NASA takes the helm of US SiC research (Wide Bandgap Devices)

Well known for its SiC research and development activities, NASA also fulfills a crucial role in transferring SiC technology to the commercial world and helping to co-ordinate the US SiC program. Martin Grado-Caffaro reports.
Military and aerospace environments are frequently hostile, subjecting equipment to large temperature variations, high mechanical stresses and high EM radiation exposures. Electronic components capable of operating effectively in these conditions are crucial to the military and aerospace industries. Applications requiring high temperature, high power and radiation-resistant operation include microwave communications, high-power radar, engine ignition and sensing systems, and space-based electronics. Silicon and GaAs devices do not work effectively at high temperatures. Above 350C, silicon requires cooling equipment to maintain its electronic properties, adding size and cost to circuitry. GaAs-based devices found in solid state microwave communications and radar electronics also suffer at high power densities and high temperatures. Silicon carbide Silicon carbide has a large bandgap and high breakdown voltage, properties that make it a good material for devices that may need to operate in the military and aerospace environments. The ability of devices made from SiC to operate at high temperatures and powers (see ), while at the same time being radiation hard, have made them the subject of intense research by military and aerospace agencies throughout the world. NASA Glenn Research Center (GRC) in Cleveland, Ohio is one such agency. SiC at NASA GRC SiC research forms part of the High Temperature Integrated Electronics and Sensors (HTIES) program within the Instrumentation and Control Division (ICD) at NASA GRC. The purpose of ICD is the development of electronics, photonics and controls technology for aerospace applications. Facilities at the disposal of the HTIES team include a SiC MOCVD epitaxial growth laboratory equipped with an Emcore Discovery 75 vertical flow reactor and an Aixtron 200/4HT horizontal flow reactor, both specifically designed for SiC growth. Also available are comprehensive materials and electrical characterization laboratories and a 1500 sq. ft clean room for fabricating prototype devices.
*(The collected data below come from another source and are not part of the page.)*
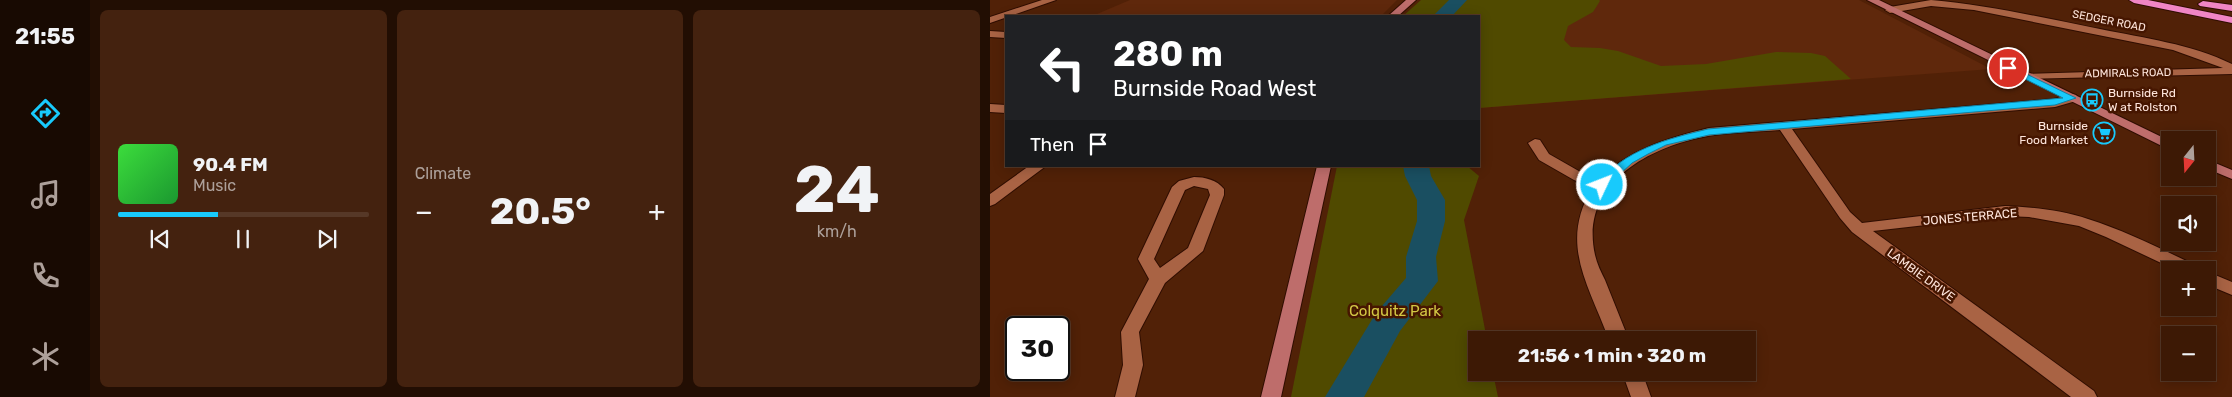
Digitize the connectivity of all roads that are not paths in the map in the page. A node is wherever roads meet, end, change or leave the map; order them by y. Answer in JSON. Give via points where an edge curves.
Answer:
{"nodes":[{"id":1,"x":1051,"y":0,"type":"edge"},
{"id":2,"x":1411,"y":0,"type":"edge"},
{"id":3,"x":1872,"y":0,"type":"edge"},
{"id":4,"x":2134,"y":0,"type":"edge"},
{"id":5,"x":2151,"y":0,"type":"edge"},
{"id":6,"x":2175,"y":0,"type":"edge"},
{"id":7,"x":2232,"y":9,"type":"edge"},
{"id":8,"x":1890,"y":10,"type":"junction"},
{"id":9,"x":2232,"y":14,"type":"edge"},
{"id":10,"x":1005,"y":15,"type":"edge"},
{"id":11,"x":1005,"y":15,"type":"edge"},
{"id":12,"x":1395,"y":15,"type":"edge"},
{"id":13,"x":990,"y":20,"type":"edge"},
{"id":14,"x":2232,"y":20,"type":"edge"},
{"id":15,"x":990,"y":34,"type":"edge"},
{"id":16,"x":1005,"y":34,"type":"edge"},
{"id":17,"x":2232,"y":69,"type":"edge"},
{"id":18,"x":2024,"y":76,"type":"junction"},
{"id":19,"x":2072,"y":98,"type":"junction"},
{"id":20,"x":990,"y":108,"type":"edge"},
{"id":21,"x":1005,"y":109,"type":"edge"},
{"id":22,"x":1783,"y":125,"type":"junction"},
{"id":23,"x":2161,"y":142,"type":"edge"},
{"id":24,"x":1535,"y":143,"type":"dead end"},
{"id":25,"x":1038,"y":167,"type":"edge"},
{"id":26,"x":1324,"y":167,"type":"edge"},
{"id":27,"x":2216,"y":168,"type":"edge"},
{"id":28,"x":2232,"y":175,"type":"edge"},
{"id":29,"x":1602,"y":185,"type":"junction"},
{"id":30,"x":990,"y":201,"type":"edge"},
{"id":31,"x":1858,"y":228,"type":"junction"},
{"id":32,"x":2172,"y":261,"type":"edge"},
{"id":33,"x":1158,"y":279,"type":"junction"},
{"id":34,"x":2216,"y":282,"type":"edge"},
{"id":35,"x":2232,"y":289,"type":"edge"},
{"id":36,"x":1615,"y":331,"type":"edge"},
{"id":37,"x":1636,"y":381,"type":"edge"},
{"id":38,"x":1124,"y":397,"type":"edge"},
{"id":39,"x":1271,"y":397,"type":"edge"},
{"id":40,"x":1642,"y":397,"type":"edge"},
{"id":41,"x":2088,"y":397,"type":"edge"}],
"edges":[{"from":1,"to":10,"type":"street"},
{"from":2,"to":12,"type":"street"},
{"from":3,"to":8,"type":"street"},
{"from":4,"to":14,"type":"highway"},
{"from":5,"to":9,"type":"highway"},
{"from":6,"to":7,"type":"highway"},
{"from":8,"to":17,"type":"street","name":"SEDGER ROAD","via":[[1931,3],[1974,7],[2175,47],[2216,60]]},
{"from":8,"to":18,"type":"street"},
{"from":11,"to":13,"type":"street"},
{"from":15,"to":16,"type":"street"},
{"from":17,"to":18,"type":"street","name":"ADMIRALS ROAD"},
{"from":18,"to":19,"type":"street"},
{"from":19,"to":22,"type":"street","via":[[2055,103]]},
{"from":19,"to":23,"type":"street"},
{"from":20,"to":21,"type":"street"},
{"from":22,"to":29,"type":"street","via":[[1708,132],[1662,143],[1629,161]]},
{"from":22,"to":31,"type":"street","name":"LAMBIE DRIVE","via":[[1845,215]]},
{"from":24,"to":29,"type":"street","via":[[1544,157],[1578,177]]},
{"from":25,"to":30,"type":"street"},
{"from":26,"to":39,"type":"street"},
{"from":27,"to":28,"type":"street"},
{"from":29,"to":36,"type":"street","via":[[1586,221],[1586,256]]},
{"from":31,"to":32,"type":"street","name":"JONES TERRACE","via":[[2004,212],[2037,213],[2082,222]]},
{"from":31,"to":41,"type":"street","name":"LAMBIE DRIVE"},
{"from":33,"to":33,"type":"street","via":[[1195,251],[1217,195],[1212,184],[1195,181],[1179,186],[1146,258]]},
{"from":33,"to":38,"type":"street","via":[[1130,332],[1132,365]]},
{"from":34,"to":35,"type":"street"},
{"from":37,"to":40,"type":"street"}]}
NASA GRC has an in-house SiC research program going back over 25 years, and they can claim a number of firsts, including:
  • The first large-area epitaxial growth of SiC on silicon wafers in 1982;
  • The first kilovolt and multi-kilovolt SiC rectifier devices in 1991 and 1993, respectively;
  • The invention of dopant control by "site competition epitaxy" in 1993;
  • The identification of micropipes as crystal defects that provoke premature electrical breakdown in SiC power devices, also in 1993.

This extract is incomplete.